A representative for the State Department told Bloomberg Law Oct. 18 that the law prevents the agency from discussing the particulars of visa information.
More and more hospitals are using the J-1 visa as the vehicle for medical residencies, immigration attorney Elissa Taub of Siskind Susser in Memphis, Tenn., told Bloomberg Law Oct. 13. The alternative is the H-1B specialty occupation visa, but it imposes more financial burdens on the employer, she said.
Unlike J-1 visas, H-1B visas allow for “dual intent": coming to the U.S. on a temporary visa but also intending to pursue permanent residence, Taub said.

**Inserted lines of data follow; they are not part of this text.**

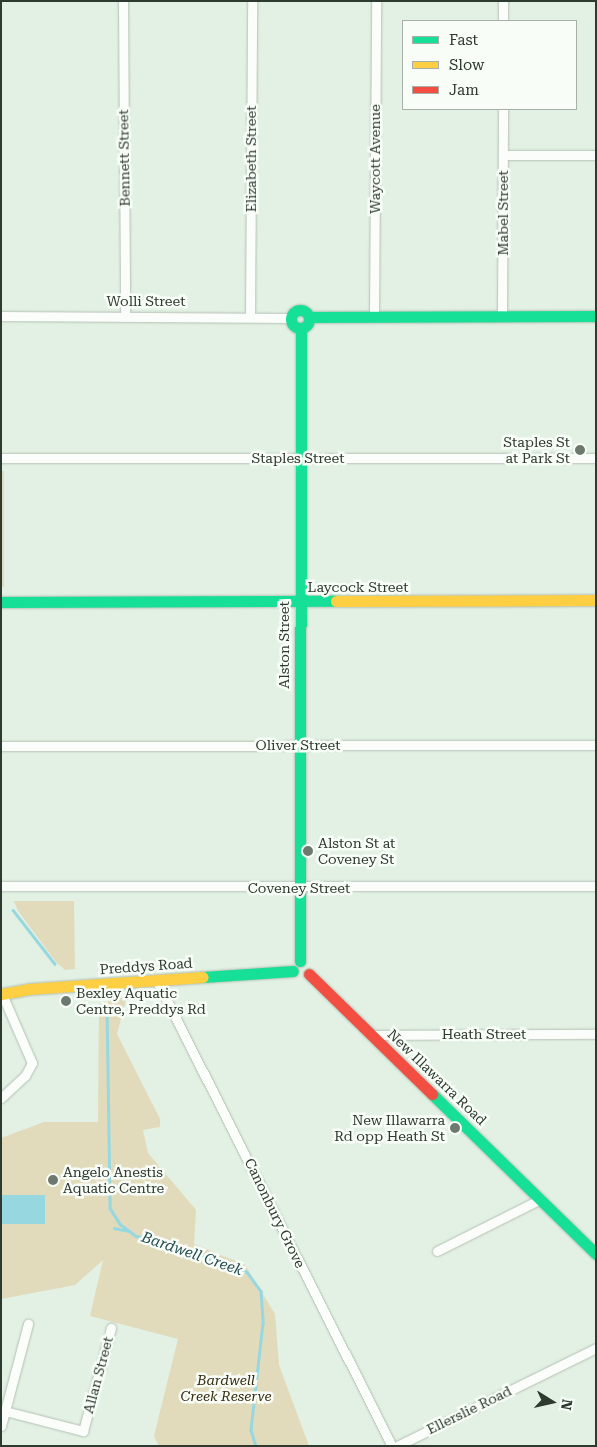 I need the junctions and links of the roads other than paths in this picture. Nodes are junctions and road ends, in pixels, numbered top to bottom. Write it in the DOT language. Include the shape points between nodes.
graph roads {
  1 [pos="123,1"];
  2 [pos="252,1"];
  3 [pos="376,1"];
  4 [pos="503,1"];
  5 [pos="503,20"];
  6 [pos="503,110"];
  7 [pos="504,155"];
  8 [pos="596,155"];
  9 [pos="1,316"];
  10 [pos="126,316"];
  11 [pos="250,316"];
  12 [pos="502,316"];
  13 [pos="596,316"];
  14 [pos="309,317"];
  15 [pos="374,317"];
  16 [pos="290,318"];
  17 [pos="301,328"];
  18 [pos="1,458"];
  19 [pos="299,458"];
  20 [pos="596,458"];
  21 [pos="596,600"];
  22 [pos="1,602"];
  23 [pos="300,602"];
  24 [pos="299,744"];
  25 [pos="596,745"];
  26 [pos="1,746"];
  27 [pos="1,886"];
  28 [pos="596,886"];
  29 [pos="300,888"];
  30 [pos="300,962"];
  31 [pos="293,972"];
  32 [pos="308,974"];
  33 [pos="157,980"];
  34 [pos="2,994"];
  35 [pos="596,1034"];
  36 [pos="372,1035"];
  37 [pos="1,1098"];
  38 [pos="542,1200"];
  39 [pos="596,1247"];
  40 [pos="437,1251"];
  41 [pos="596,1254"];
  42 [pos="28,1324"];
  43 [pos="111,1328"];
  44 [pos="596,1348"];
  45 [pos="5,1411"];
  46 [pos="1,1426"];
  47 [pos="392,1446"];
  48 [pos="397,1446"];
  1 -- 10 [label="street, Bennett Street"];
  2 -- 11 [label="street, Elizabeth Street"];
  3 -- 15 [label="street, Waycott Avenue"];
  4 -- 5 [label="street"];
  6 -- 7 [label="street, Mabel Street"];
  7 -- 8 [label="street"];
  7 -- 12 [label="street, Mabel Street"];
  9 -- 10 [label="street, Wolli Street"];
  10 -- 11 [label="street, Wolli Street"];
  11 -- 16 [label="street, Wolli Street"];
  12 -- 13 [label="street"];
  12 -- 15 [label="street"];
  14 -- 15 [label="street"];
  14 -- 16 [label="street" via="300,309"];
  14 -- 17 [label="street" via="308,323"];
  16 -- 17 [label="street" via="293,326"];
  17 -- 19 [label="street, Alston Street"];
  18 -- 19 [label="street, Staples Street"];
  19 -- 20 [label="street, Staples Street"];
  19 -- 23 [label="street, Alston Street"];
  21 -- 23 [label="street, Laycock Street"];
  22 -- 23 [label="street, Laycock Street"];
  23 -- 24 [label="street, Alston Street"];
  24 -- 25 [label="street, Oliver Street"];
  24 -- 26 [label="street, Oliver Street"];
  24 -- 29 [label="street, Alston Street"];
  27 -- 29 [label="street, Coveney Street"];
  28 -- 29 [label="street, Coveney Street"];
  29 -- 30 [label="street, Alston Street"];
  30 -- 31 [label="street" via="294,965"];
  30 -- 32 [label="street" via="308,965"];
  31 -- 32 [label="street" via="301,978"];
  31 -- 33 [label="street, Preddys Road"];
  32 -- 36 [label="street, New Illawarra Road"];
  33 -- 34 [label="street, Preddys Road" via="28,989"];
  33 -- 47 [label="street, Canonbury Grove"];
  34 -- 37 [label="street" via="32,1063 25,1076"];
  35 -- 36 [label="street, Heath Street"];
  36 -- 38 [label="street, New Illawarra Road"];
  38 -- 39 [label="street, New Illawarra Road"];
  38 -- 40 [label="street"];
  38 -- 41 [label="street, New Illawarra Road"];
  42 -- 45 [label="street"];
  43 -- 45 [label="street, Allan Street" via="83,1431"];
  44 -- 48 [label="street, Ellerslie Road"];
  45 -- 46 [label="street"];
}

Physicians pursuing their residencies on a J-1 visa can get a waiver of the requirement that they go back to their home countries for at least two years before returning. And a handful of waiver programs funnel physicians into high-need areas.

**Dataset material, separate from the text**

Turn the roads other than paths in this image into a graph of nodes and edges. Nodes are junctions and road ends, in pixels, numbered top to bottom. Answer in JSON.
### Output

The Conrad State 30 program, for instance, allows states to seek up to 30 waivers per year if the physician agrees to practice for at least three years in a medically underserved area. “It would be great if there were more Conrad slots,” but psychiatrists already get some priority under the existing program, said Taub, who has served on AILA’s Healthcare Professionals Committee.
To get a waiver slot, a state must show that the physician would be practicing in a “health professional shortage area,” “medically underserved area,” or “medically underserved population,” as designated by the Health and Human Services Department, Taub said. But there’s also a “mental health professional shortage area” designation, she said.
“I have a pretty good feeling” with respect to psychiatrist waiver applications, because states clamber for immigrant psychiatrists as a result of the shortage, Taub said. In fact, some states only allow psychiatrists to be placed in MHPSAs, not HPSAs, MUAs, or MUPs, she said.
Other waiver programs, operated by the federal government, allow for unlimited waivers per year, Pederson said. But those programs have other restrictions that make them difficult to use, she said.
The current immigration system “is not meeting the health needs of our population,” the NAE said in its report. “The development or expansion of visa programs” that would ease the ability for “highly in-demand specialists like psychiatrists to practice in the United States would be a step in the right direction,” the organization said. “Equally so would be a visa system allowing individual areas, such as states, cities, or towns to sponsor immigrant doctors.”
If immigration declines, the communities that will be hurt the most are those with the greatest need, Liu said. Immigration is a “very important piece” of addressing the psychiatrist shortage, he said.